[Records from a data source]
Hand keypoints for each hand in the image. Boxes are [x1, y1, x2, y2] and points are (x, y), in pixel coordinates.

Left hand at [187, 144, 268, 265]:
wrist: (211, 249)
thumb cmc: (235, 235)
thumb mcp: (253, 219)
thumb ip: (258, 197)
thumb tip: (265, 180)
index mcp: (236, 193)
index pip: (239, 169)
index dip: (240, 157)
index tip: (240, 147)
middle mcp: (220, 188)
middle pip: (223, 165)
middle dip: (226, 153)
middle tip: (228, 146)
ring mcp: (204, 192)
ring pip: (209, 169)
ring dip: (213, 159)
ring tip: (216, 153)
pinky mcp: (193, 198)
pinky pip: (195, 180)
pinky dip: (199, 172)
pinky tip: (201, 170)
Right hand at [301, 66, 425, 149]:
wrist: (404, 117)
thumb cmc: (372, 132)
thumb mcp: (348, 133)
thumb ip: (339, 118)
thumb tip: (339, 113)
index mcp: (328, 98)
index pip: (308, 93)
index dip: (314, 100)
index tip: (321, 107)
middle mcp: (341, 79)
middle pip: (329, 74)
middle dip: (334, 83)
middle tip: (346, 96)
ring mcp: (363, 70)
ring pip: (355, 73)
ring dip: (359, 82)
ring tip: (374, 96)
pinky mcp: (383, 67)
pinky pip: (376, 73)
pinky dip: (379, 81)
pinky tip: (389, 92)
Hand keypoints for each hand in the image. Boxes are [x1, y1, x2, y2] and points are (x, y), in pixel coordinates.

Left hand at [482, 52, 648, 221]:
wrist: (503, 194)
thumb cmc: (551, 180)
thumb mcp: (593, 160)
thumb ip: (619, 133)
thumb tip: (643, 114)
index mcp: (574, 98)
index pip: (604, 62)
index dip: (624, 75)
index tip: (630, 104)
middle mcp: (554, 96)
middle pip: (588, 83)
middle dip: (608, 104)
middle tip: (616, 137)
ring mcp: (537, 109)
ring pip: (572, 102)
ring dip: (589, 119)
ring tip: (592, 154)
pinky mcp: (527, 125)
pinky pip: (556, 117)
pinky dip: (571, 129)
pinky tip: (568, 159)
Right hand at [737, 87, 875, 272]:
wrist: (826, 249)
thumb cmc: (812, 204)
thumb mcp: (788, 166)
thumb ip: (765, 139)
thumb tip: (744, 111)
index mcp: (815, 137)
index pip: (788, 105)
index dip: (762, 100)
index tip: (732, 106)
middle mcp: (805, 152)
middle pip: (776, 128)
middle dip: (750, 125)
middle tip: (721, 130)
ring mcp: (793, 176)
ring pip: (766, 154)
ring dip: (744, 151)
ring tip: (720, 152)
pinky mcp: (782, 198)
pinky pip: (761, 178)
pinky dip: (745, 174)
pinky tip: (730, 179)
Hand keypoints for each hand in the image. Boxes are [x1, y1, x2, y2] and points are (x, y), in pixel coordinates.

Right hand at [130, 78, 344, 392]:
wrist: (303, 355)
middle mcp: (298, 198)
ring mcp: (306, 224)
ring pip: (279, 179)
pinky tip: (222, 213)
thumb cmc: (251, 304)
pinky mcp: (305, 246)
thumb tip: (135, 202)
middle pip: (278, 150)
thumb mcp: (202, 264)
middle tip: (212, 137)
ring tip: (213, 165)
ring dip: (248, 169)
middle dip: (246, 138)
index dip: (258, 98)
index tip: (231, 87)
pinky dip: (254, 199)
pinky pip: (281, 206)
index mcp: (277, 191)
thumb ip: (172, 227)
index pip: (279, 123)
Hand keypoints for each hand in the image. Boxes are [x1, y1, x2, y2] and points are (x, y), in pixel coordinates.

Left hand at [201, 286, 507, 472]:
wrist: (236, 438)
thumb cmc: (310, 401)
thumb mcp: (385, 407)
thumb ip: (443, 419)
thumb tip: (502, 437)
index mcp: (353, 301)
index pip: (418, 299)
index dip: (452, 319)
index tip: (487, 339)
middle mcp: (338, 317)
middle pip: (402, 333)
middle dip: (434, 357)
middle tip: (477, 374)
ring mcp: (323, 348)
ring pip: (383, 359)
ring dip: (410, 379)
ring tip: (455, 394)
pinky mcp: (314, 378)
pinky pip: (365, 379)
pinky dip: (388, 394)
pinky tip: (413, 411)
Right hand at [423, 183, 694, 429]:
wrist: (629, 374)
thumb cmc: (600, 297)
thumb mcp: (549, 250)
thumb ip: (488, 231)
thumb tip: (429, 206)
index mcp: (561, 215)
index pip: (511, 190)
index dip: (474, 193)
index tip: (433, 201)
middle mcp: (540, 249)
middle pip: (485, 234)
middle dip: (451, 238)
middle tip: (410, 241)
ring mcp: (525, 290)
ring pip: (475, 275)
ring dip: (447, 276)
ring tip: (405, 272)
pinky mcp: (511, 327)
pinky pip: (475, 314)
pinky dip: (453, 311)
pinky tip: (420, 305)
---
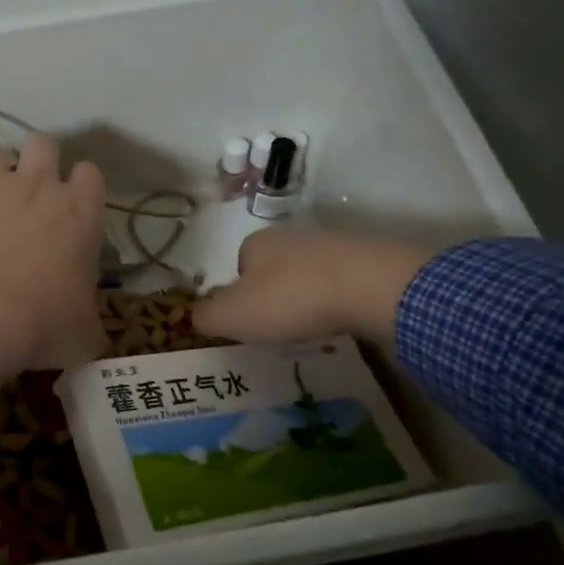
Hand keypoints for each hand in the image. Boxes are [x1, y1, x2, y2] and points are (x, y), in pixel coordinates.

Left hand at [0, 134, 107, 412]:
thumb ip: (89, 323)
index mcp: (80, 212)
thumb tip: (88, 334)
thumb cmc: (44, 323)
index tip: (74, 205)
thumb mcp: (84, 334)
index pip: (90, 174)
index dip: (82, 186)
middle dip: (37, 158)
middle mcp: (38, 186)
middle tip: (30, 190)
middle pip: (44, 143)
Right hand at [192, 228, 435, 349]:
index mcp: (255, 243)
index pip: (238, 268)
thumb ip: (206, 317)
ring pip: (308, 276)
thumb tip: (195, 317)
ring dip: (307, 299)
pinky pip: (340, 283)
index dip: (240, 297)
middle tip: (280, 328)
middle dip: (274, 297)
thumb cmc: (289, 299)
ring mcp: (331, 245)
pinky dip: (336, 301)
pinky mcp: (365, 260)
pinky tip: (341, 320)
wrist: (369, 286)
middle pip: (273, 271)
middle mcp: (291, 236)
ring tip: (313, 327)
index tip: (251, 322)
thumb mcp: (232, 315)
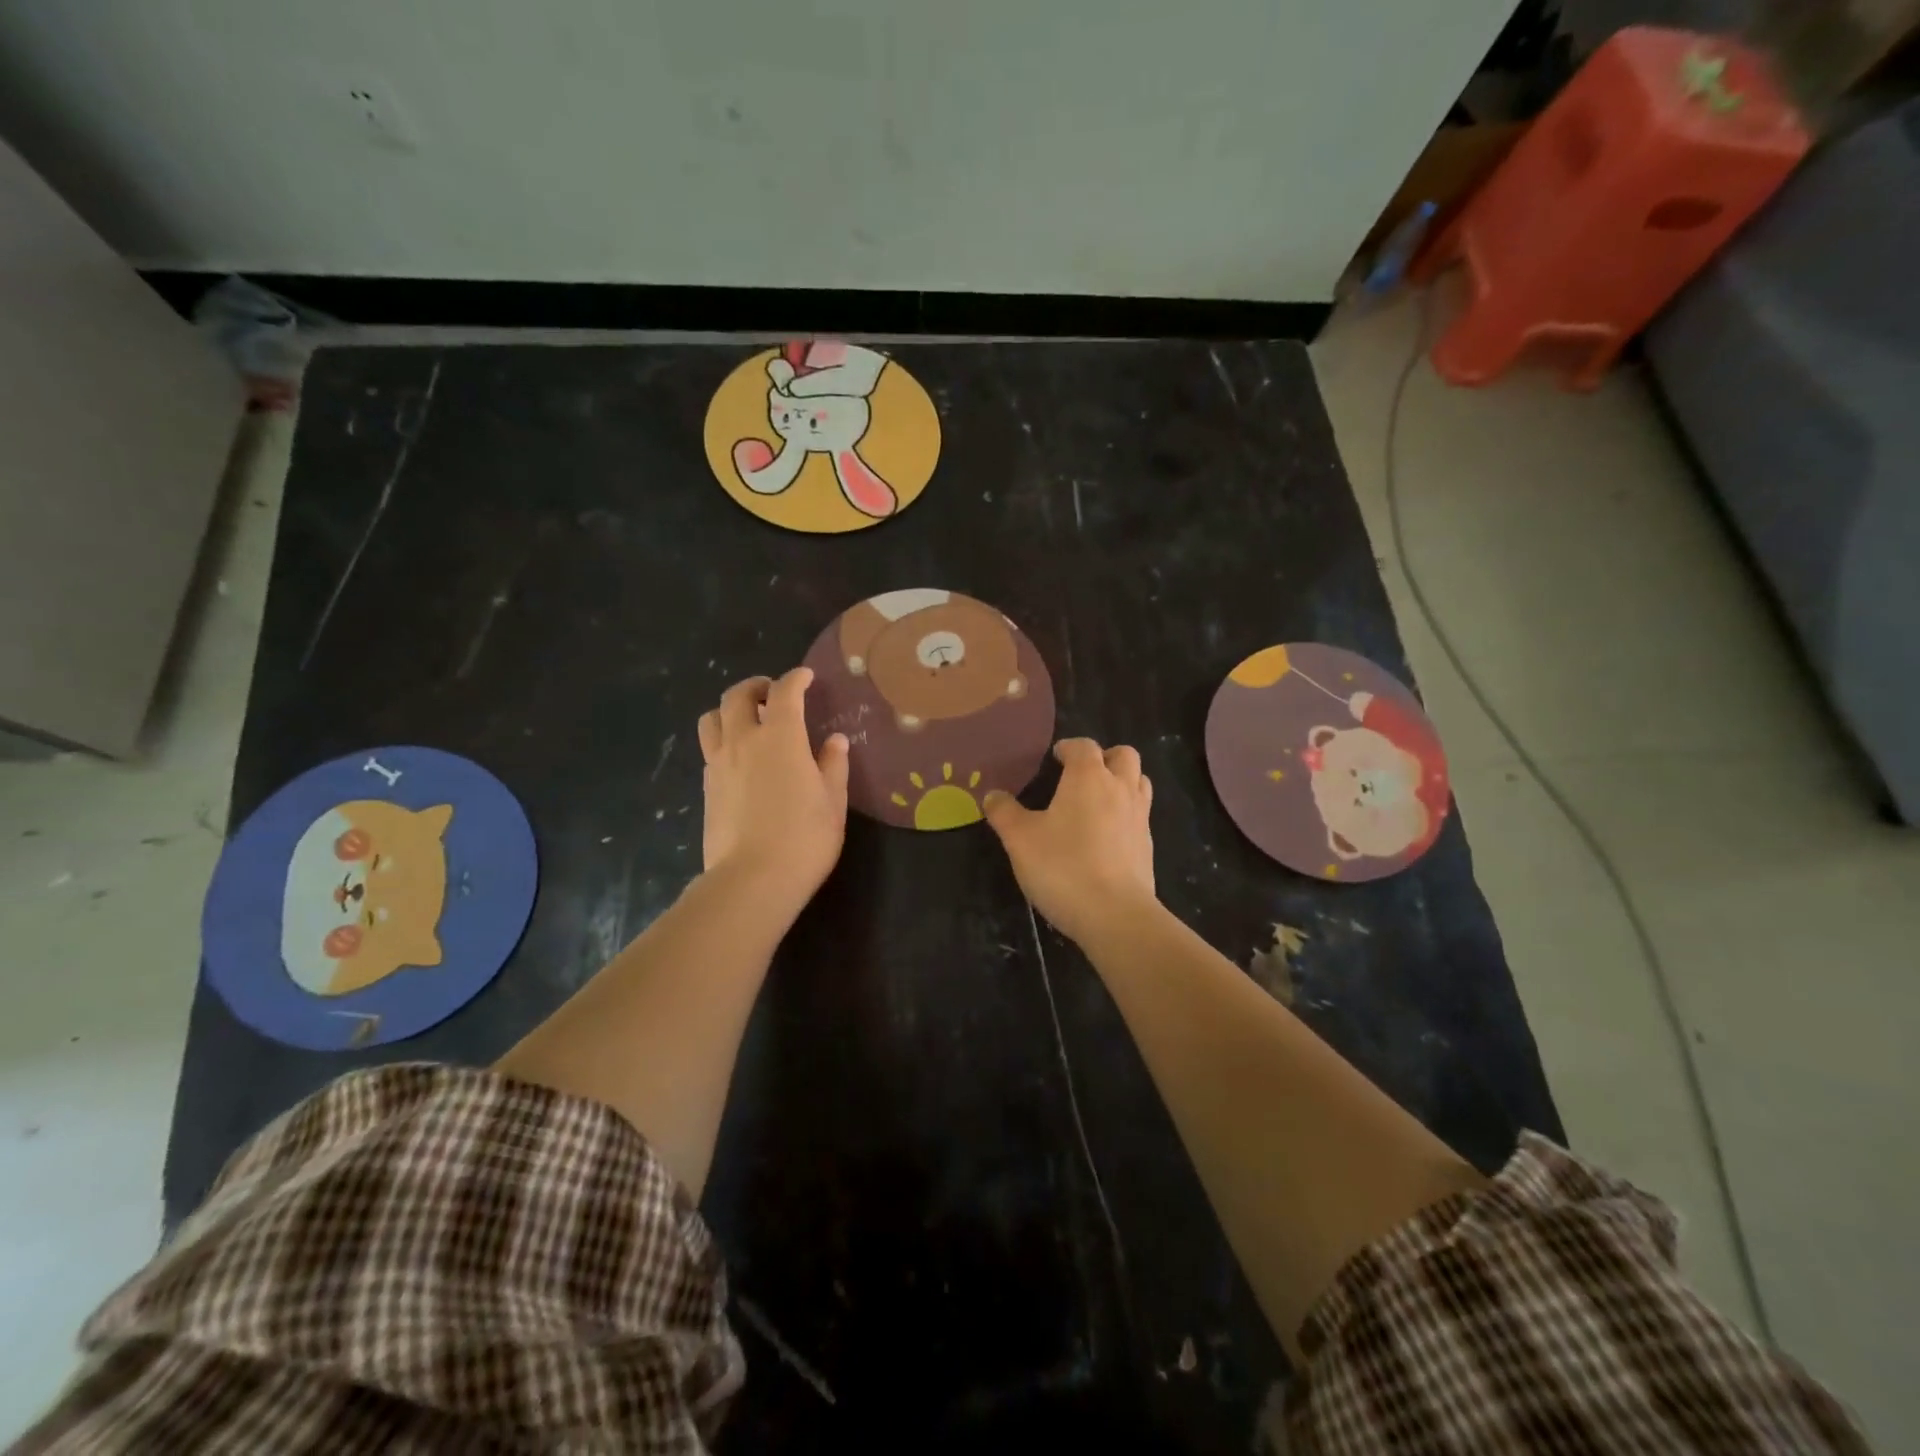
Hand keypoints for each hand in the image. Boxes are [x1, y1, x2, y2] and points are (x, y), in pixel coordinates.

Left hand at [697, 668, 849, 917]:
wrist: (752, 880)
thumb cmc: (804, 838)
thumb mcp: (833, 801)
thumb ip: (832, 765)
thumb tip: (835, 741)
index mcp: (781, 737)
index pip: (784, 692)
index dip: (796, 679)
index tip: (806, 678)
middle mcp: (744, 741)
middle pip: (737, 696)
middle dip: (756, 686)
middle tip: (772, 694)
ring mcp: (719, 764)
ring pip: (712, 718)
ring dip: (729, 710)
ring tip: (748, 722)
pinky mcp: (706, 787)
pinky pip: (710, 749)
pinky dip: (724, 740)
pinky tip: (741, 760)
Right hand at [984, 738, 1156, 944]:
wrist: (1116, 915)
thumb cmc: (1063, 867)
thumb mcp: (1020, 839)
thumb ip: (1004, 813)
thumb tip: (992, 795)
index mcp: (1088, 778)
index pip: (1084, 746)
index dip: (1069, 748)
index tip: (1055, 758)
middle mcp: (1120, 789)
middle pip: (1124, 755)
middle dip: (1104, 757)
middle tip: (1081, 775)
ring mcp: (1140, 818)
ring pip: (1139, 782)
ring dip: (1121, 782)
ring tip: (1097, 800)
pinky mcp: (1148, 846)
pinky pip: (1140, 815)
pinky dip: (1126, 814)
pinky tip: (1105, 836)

▶ [Aim of the exercise]: Wherever the line holding "index dip: (474, 193)" falls in the entries above, copy exactly from it through the line holding "pinky tip: (420, 305)", inclusive, and add nothing.

▶ [Exercise response]:
index dip: (474, 193)
index tip: (433, 201)
middle mcp: (540, 249)
middle pip: (485, 234)
middle dip: (451, 238)
middle tip: (410, 241)
ring mcp: (525, 290)
ring pip: (475, 275)
ring dip: (447, 276)
ring tip: (405, 272)
pinky mcp: (511, 327)
pinky pip: (475, 314)
pinky dip: (453, 311)
pinky tip: (420, 305)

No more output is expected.